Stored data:
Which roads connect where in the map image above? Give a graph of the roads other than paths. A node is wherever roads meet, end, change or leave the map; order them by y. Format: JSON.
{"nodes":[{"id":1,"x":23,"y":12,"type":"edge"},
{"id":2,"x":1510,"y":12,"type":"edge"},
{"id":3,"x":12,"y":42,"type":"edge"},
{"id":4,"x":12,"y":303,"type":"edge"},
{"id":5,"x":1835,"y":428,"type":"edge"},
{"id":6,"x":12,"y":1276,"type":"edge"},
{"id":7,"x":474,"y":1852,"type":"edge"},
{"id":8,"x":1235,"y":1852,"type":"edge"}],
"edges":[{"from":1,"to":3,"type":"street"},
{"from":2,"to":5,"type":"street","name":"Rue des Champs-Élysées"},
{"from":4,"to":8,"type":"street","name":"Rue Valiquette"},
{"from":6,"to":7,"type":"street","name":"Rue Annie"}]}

TASK TO COMPLETE:
All of the entries above must be output word for word.

ANSWER:
Which roads connect where in the map image above? Give a graph of the roads other than paths. A node is wherever roads meet, end, change or leave the map; order them by y. Format: JSON.
{"nodes":[{"id":1,"x":23,"y":12,"type":"edge"},
{"id":2,"x":1510,"y":12,"type":"edge"},
{"id":3,"x":12,"y":42,"type":"edge"},
{"id":4,"x":12,"y":303,"type":"edge"},
{"id":5,"x":1835,"y":428,"type":"edge"},
{"id":6,"x":12,"y":1276,"type":"edge"},
{"id":7,"x":474,"y":1852,"type":"edge"},
{"id":8,"x":1235,"y":1852,"type":"edge"}],
"edges":[{"from":1,"to":3,"type":"street"},
{"from":2,"to":5,"type":"street","name":"Rue des Champs-Élysées"},
{"from":4,"to":8,"type":"street","name":"Rue Valiquette"},
{"from":6,"to":7,"type":"street","name":"Rue Annie"}]}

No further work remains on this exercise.